[Stored items]

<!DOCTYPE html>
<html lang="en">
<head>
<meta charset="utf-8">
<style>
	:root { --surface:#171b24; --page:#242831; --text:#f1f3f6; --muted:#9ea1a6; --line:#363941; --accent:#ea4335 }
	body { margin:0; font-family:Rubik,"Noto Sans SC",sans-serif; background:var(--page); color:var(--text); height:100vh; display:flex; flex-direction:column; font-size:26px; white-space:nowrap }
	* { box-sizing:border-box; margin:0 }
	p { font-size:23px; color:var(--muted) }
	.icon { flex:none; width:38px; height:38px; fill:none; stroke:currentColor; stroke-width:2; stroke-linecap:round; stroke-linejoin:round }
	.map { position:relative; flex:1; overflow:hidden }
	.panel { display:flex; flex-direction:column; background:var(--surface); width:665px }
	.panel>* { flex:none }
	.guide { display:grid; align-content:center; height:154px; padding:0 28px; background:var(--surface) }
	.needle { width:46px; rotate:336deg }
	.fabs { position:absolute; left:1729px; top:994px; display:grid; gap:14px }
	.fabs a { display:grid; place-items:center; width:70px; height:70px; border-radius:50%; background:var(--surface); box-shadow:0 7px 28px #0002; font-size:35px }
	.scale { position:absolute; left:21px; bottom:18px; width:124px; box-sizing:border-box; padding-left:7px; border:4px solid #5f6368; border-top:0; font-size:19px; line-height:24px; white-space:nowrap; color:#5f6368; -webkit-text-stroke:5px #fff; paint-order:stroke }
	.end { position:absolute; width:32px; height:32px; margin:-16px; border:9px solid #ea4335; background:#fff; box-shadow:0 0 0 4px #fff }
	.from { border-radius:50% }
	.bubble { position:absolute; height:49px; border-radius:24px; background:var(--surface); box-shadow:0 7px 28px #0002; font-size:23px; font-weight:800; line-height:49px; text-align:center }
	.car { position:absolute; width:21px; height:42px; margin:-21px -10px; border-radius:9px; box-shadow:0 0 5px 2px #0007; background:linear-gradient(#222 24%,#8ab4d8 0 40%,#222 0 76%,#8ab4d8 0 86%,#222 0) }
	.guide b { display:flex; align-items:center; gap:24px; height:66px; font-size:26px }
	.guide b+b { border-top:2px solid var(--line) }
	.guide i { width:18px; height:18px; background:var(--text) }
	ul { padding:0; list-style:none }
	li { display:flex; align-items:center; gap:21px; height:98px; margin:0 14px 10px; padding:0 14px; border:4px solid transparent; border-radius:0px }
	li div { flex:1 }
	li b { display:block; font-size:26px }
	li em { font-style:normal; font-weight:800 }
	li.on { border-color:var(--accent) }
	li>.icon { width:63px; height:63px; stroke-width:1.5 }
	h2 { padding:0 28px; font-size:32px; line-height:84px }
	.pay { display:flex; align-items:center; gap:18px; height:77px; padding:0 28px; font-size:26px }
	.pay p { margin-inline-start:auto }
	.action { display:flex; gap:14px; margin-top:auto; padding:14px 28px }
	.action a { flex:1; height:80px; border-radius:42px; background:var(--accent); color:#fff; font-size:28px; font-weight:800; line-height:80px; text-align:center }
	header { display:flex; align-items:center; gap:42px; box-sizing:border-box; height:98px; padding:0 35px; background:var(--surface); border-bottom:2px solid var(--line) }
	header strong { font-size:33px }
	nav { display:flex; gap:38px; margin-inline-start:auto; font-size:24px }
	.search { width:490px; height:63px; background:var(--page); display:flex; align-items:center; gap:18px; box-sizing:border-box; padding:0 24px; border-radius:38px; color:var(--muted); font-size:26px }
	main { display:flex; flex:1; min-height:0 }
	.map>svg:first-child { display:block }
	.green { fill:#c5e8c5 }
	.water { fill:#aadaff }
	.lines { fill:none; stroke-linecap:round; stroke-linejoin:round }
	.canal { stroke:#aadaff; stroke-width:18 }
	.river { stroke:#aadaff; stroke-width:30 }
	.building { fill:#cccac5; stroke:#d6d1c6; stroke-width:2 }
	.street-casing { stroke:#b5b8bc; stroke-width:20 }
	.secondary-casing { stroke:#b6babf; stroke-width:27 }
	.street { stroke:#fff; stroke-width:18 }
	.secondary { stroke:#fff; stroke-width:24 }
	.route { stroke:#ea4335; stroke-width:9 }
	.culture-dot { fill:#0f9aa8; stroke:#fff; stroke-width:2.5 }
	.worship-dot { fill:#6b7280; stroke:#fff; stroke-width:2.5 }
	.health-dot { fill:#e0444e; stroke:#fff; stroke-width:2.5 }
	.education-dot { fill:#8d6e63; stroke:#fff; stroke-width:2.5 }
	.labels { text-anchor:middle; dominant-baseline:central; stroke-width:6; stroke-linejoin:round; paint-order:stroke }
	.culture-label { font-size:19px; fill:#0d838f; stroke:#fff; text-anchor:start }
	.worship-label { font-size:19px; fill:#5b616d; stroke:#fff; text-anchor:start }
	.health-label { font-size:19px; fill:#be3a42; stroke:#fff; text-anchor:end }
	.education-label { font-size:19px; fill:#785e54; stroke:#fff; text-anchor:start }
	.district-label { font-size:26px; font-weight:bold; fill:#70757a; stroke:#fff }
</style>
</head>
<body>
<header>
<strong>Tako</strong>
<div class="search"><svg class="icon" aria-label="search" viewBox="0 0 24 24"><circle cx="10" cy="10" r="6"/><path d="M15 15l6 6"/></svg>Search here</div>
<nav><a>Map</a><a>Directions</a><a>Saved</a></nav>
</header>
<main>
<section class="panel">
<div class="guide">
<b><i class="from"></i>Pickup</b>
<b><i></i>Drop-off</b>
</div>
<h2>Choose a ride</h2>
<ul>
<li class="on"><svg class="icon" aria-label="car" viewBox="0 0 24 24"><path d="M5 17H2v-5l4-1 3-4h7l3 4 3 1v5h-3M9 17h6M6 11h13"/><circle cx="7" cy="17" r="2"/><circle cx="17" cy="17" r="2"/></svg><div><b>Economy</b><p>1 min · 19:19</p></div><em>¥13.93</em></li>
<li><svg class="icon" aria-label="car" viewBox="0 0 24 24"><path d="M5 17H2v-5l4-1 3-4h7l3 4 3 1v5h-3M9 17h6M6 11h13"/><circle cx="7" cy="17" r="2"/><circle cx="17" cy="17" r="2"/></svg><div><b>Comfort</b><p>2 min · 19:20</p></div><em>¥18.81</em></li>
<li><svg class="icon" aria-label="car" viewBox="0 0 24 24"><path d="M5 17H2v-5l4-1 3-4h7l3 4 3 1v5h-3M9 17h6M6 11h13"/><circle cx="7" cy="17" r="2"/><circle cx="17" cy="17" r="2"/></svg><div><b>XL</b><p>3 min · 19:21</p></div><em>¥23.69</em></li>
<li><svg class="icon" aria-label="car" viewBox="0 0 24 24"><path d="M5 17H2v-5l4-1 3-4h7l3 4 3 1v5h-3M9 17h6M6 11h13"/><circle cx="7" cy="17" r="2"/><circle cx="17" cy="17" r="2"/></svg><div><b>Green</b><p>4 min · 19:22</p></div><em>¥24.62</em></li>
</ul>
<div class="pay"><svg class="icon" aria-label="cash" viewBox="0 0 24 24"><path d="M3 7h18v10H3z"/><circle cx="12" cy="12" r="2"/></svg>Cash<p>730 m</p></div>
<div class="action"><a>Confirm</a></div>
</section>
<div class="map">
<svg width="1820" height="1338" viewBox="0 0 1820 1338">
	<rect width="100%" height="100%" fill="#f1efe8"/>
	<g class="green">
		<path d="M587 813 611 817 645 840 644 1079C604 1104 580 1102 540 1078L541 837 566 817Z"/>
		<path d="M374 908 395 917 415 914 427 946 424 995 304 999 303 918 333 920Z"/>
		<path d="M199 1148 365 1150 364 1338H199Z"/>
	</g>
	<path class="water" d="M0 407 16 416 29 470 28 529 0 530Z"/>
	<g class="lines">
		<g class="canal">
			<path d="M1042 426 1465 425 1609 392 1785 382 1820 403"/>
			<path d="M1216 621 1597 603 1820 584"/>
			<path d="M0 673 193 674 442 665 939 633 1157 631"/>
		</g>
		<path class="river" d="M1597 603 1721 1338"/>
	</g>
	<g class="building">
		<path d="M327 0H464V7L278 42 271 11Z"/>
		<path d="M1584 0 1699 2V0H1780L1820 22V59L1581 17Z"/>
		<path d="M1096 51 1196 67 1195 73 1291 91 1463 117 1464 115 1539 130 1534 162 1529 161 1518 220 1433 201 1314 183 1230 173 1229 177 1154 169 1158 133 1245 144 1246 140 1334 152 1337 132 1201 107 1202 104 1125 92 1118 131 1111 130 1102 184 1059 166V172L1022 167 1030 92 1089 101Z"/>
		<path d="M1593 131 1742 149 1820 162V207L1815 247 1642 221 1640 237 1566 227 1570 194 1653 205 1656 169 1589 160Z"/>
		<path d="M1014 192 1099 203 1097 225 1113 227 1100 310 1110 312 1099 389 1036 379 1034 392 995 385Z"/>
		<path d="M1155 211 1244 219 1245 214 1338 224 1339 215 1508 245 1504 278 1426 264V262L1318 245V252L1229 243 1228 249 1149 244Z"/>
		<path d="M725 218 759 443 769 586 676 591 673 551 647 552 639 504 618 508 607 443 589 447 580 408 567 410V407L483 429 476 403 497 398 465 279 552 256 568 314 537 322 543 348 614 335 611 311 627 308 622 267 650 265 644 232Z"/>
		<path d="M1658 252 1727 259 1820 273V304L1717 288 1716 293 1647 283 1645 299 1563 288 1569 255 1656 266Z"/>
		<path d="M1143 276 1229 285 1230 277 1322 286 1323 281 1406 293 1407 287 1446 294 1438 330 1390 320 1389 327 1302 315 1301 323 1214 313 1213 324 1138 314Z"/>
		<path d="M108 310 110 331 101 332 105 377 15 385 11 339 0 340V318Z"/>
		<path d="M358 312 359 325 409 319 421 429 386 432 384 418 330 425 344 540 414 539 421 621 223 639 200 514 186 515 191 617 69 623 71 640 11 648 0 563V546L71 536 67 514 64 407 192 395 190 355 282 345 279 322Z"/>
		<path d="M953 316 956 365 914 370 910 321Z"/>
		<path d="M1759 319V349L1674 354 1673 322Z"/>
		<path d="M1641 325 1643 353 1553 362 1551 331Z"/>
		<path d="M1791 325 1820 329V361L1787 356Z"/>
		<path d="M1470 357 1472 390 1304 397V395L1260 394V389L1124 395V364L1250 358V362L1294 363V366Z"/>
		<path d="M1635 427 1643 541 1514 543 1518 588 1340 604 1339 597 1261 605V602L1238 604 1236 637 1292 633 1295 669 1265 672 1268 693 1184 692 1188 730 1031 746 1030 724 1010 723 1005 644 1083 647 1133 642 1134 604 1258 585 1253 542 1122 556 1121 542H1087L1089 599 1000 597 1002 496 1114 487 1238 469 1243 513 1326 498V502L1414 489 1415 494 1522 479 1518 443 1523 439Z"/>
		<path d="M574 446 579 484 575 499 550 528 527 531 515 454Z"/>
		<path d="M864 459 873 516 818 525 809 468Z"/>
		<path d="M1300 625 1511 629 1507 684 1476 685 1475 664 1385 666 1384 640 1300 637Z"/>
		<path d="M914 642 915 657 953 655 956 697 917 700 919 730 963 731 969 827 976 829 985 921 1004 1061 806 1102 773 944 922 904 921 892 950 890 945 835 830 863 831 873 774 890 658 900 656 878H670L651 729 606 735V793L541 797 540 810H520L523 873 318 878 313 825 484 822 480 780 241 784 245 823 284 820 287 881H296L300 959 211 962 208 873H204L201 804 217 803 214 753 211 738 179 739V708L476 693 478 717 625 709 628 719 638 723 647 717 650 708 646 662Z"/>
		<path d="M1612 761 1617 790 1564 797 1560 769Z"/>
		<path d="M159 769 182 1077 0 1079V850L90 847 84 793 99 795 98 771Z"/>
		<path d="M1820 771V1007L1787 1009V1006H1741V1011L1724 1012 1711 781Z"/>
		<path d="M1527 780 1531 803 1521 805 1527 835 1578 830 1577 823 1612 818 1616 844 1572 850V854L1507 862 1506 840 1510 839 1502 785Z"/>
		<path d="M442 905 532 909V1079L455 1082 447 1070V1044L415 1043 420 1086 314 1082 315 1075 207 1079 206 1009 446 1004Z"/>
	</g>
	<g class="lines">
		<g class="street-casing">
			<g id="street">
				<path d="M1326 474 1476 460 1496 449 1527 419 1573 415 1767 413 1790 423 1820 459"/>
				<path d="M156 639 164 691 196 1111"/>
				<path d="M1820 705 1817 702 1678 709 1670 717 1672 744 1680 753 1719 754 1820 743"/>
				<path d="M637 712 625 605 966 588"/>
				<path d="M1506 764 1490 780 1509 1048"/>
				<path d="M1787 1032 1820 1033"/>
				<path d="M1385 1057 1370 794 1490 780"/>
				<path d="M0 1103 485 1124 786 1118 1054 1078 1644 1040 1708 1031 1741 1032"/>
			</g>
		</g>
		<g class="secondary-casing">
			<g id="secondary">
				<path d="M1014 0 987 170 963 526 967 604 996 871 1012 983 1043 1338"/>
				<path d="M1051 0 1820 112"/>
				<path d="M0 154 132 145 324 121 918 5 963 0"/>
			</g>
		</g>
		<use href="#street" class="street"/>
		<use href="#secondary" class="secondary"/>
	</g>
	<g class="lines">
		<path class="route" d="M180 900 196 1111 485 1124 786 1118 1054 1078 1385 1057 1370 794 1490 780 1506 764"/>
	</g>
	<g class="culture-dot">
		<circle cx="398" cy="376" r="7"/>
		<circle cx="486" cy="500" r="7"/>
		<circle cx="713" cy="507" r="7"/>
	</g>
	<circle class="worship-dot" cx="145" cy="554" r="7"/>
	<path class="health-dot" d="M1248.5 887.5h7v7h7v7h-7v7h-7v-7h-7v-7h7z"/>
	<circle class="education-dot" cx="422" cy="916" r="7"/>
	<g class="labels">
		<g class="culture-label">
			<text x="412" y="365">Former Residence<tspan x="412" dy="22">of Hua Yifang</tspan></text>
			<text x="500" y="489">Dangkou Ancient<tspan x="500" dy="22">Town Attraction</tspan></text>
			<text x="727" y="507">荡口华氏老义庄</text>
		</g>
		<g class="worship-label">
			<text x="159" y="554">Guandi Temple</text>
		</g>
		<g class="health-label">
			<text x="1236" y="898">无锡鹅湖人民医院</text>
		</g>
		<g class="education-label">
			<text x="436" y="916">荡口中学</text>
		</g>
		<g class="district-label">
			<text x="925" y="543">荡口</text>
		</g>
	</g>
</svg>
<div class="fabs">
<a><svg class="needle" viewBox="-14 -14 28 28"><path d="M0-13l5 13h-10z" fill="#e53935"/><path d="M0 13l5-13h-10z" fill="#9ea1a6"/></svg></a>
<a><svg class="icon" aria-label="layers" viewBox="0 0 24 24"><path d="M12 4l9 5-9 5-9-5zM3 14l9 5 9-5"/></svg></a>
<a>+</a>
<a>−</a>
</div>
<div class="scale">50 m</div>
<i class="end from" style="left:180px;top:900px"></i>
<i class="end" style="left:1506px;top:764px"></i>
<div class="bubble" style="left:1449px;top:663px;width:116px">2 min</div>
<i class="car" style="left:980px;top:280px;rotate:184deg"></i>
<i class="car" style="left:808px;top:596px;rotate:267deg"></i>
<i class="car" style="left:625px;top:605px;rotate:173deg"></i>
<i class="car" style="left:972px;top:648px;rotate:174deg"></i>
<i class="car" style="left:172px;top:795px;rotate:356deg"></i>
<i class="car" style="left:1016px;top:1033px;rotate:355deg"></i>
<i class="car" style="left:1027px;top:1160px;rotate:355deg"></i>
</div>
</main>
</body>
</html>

_Exercise instructions_
The answer is the lines above between the line holding "position:relative; flex:1; overflow:hidden" and the line holding "display:grid; place-items:center; width:70px;", inclusive, each written out exactly, and no others.

_Result of the exercise_
	.map { position:relative; flex:1; overflow:hidden }
	.panel { display:flex; flex-direction:column; background:var(--surface); width:665px }
	.panel>* { flex:none }
	.guide { display:grid; align-content:center; height:154px; padding:0 28px; background:var(--surface) }
	.needle { width:46px; rotate:336deg }
	.fabs { position:absolute; left:1729px; top:994px; display:grid; gap:14px }
	.fabs a { display:grid; place-items:center; width:70px; height:70px; border-radius:50%; background:var(--surface); box-shadow:0 7px 28px #0002; font-size:35px }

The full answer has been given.